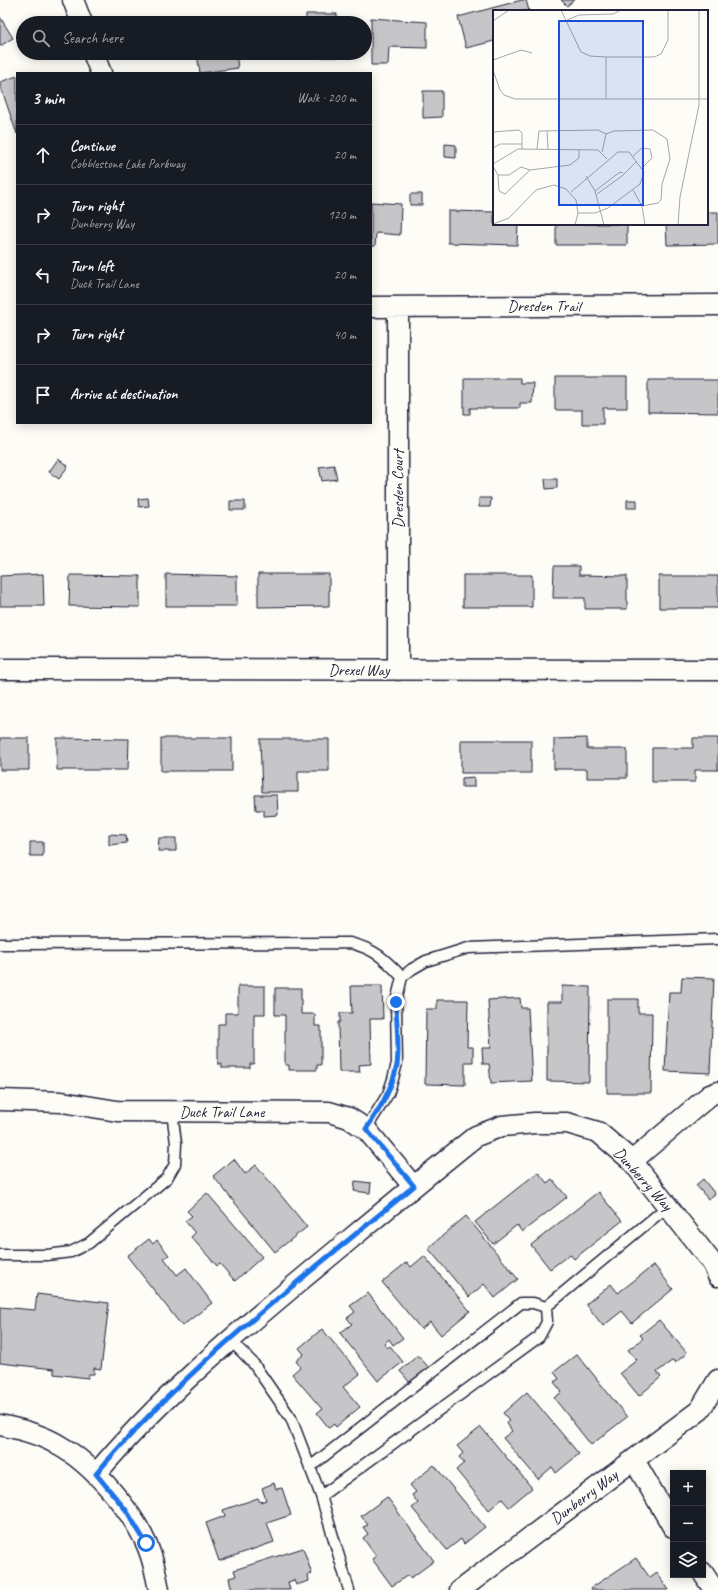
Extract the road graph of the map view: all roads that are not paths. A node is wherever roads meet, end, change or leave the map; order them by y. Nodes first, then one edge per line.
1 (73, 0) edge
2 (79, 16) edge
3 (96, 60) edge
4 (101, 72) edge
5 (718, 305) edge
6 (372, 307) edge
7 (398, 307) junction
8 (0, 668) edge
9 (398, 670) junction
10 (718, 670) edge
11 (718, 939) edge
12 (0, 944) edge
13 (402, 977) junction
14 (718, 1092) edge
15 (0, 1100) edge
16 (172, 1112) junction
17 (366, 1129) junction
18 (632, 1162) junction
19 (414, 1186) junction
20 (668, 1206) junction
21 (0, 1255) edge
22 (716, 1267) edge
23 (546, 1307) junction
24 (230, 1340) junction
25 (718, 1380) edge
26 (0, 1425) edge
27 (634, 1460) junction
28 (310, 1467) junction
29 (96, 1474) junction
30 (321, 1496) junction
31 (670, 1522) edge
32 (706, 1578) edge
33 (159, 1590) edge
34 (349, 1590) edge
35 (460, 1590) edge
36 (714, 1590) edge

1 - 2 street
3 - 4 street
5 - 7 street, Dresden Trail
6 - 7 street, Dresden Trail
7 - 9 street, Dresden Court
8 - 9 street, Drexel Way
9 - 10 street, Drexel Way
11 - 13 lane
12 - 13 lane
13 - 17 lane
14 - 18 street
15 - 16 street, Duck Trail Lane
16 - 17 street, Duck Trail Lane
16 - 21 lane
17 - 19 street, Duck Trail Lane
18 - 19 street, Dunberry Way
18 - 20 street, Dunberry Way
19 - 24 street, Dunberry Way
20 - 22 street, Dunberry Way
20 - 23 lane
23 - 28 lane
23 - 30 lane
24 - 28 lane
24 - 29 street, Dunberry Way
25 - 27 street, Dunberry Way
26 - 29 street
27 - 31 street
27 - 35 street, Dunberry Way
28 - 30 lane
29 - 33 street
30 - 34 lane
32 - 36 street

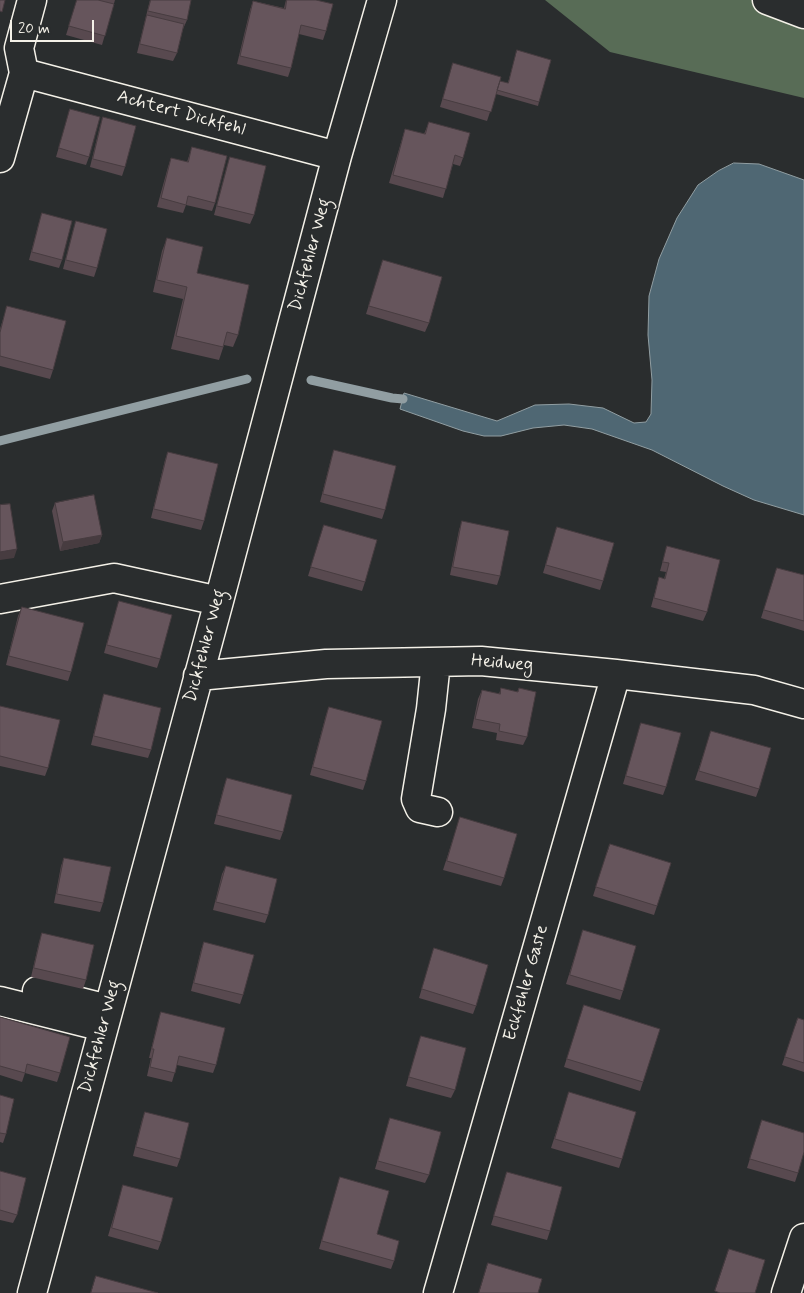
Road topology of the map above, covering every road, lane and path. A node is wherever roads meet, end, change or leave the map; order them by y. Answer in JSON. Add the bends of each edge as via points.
________________________________________
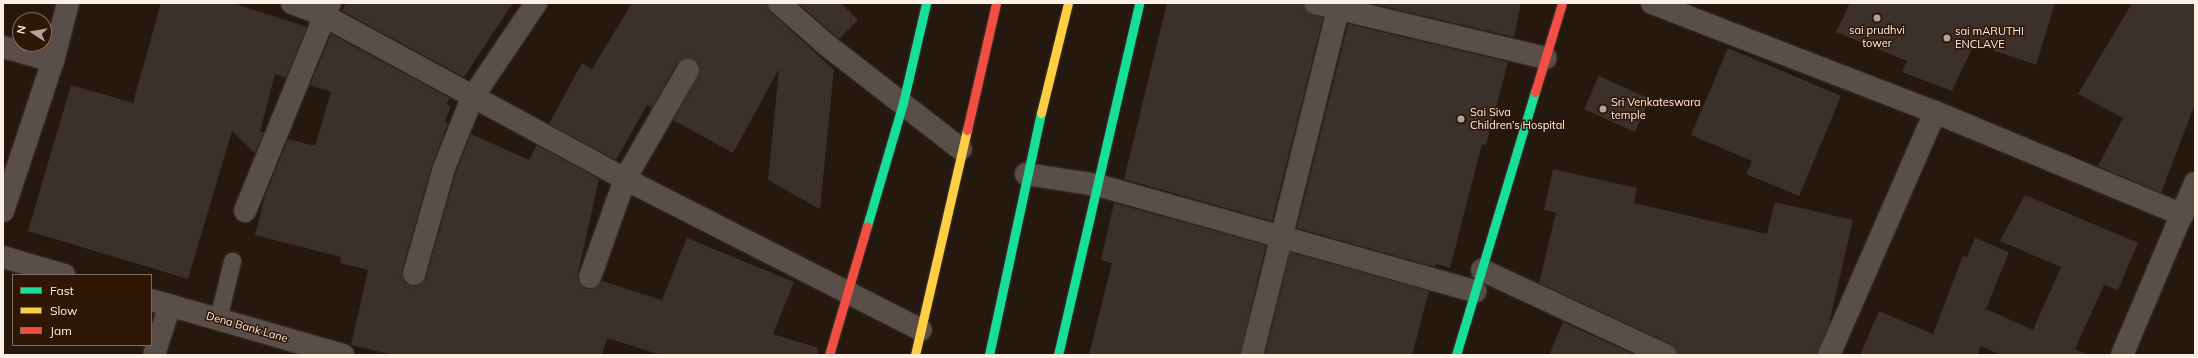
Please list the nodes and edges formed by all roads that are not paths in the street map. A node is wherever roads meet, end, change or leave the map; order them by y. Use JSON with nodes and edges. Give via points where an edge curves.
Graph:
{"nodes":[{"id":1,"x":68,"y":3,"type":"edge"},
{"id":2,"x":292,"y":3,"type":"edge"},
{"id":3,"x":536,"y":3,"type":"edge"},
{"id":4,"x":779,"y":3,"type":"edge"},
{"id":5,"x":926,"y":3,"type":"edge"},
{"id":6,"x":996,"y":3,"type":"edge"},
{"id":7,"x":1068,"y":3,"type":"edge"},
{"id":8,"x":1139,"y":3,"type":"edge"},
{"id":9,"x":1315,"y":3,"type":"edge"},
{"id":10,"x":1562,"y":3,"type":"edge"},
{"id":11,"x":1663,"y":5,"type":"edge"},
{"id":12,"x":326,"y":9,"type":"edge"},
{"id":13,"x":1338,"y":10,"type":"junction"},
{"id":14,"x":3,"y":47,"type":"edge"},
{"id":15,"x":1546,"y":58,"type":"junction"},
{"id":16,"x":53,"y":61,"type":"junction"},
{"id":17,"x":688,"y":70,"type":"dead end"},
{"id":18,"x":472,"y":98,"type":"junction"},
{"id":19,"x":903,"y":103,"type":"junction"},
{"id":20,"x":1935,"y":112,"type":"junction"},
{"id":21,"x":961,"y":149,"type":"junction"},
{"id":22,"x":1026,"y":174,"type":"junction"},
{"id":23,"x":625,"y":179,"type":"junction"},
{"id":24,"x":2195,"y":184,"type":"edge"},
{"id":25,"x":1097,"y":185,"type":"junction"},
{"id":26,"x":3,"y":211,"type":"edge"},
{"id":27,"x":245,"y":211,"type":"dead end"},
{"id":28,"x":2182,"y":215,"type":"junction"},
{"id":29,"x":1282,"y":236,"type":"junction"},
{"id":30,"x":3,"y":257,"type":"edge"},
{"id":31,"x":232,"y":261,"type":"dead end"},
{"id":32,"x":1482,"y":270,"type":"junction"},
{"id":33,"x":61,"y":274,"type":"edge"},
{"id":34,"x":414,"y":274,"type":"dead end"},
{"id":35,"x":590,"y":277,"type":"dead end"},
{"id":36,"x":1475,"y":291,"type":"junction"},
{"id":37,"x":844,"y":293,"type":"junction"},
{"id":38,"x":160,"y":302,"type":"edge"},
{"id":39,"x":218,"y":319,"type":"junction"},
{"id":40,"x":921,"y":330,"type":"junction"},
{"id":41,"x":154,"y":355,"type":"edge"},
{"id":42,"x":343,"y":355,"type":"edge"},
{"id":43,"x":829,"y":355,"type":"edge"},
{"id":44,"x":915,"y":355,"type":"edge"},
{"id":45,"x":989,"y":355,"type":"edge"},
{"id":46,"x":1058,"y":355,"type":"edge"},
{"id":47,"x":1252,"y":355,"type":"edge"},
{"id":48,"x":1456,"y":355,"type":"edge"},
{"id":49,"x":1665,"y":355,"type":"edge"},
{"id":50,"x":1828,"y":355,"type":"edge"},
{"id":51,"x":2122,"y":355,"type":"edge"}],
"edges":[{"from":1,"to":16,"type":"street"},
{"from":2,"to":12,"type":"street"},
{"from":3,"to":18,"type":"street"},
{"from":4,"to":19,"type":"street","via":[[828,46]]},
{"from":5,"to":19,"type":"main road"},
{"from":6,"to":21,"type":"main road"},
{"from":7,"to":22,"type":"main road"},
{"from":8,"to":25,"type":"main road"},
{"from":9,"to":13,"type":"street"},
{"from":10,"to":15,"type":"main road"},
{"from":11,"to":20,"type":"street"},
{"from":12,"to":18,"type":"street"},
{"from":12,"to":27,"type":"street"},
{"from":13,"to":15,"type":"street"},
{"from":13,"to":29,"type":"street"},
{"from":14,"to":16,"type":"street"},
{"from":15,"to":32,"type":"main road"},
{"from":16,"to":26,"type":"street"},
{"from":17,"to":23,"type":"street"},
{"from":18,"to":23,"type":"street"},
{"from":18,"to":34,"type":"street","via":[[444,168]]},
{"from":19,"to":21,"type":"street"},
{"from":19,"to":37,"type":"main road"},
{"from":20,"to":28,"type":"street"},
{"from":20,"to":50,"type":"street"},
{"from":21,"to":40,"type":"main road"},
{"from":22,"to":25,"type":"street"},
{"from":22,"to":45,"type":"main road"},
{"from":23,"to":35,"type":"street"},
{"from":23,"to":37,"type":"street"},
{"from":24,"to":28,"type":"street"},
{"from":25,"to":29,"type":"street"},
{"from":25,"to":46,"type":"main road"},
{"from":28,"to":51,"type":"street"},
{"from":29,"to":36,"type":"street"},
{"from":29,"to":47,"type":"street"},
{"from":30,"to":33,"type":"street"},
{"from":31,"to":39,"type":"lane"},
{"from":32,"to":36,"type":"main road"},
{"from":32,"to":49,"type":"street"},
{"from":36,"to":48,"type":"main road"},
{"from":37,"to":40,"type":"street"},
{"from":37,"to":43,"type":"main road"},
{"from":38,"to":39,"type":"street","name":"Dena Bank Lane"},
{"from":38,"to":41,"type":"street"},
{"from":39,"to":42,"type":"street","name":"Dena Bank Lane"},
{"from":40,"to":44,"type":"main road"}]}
________________________________________
Copy out the lines above with "points" in them.

Road topology of the map above, covering every road, lane and path. A node is wherever roads meet, end, change or leave the map; order them by y. Answer in JSON. Add the bends of each edge as via points.
Please list the nodes and edges formed by all roads that are not paths in the street map. A node is wherever roads meet, end, change or leave the map; order them by y. Use JSON with nodes and edges. Give via points where an edge curves.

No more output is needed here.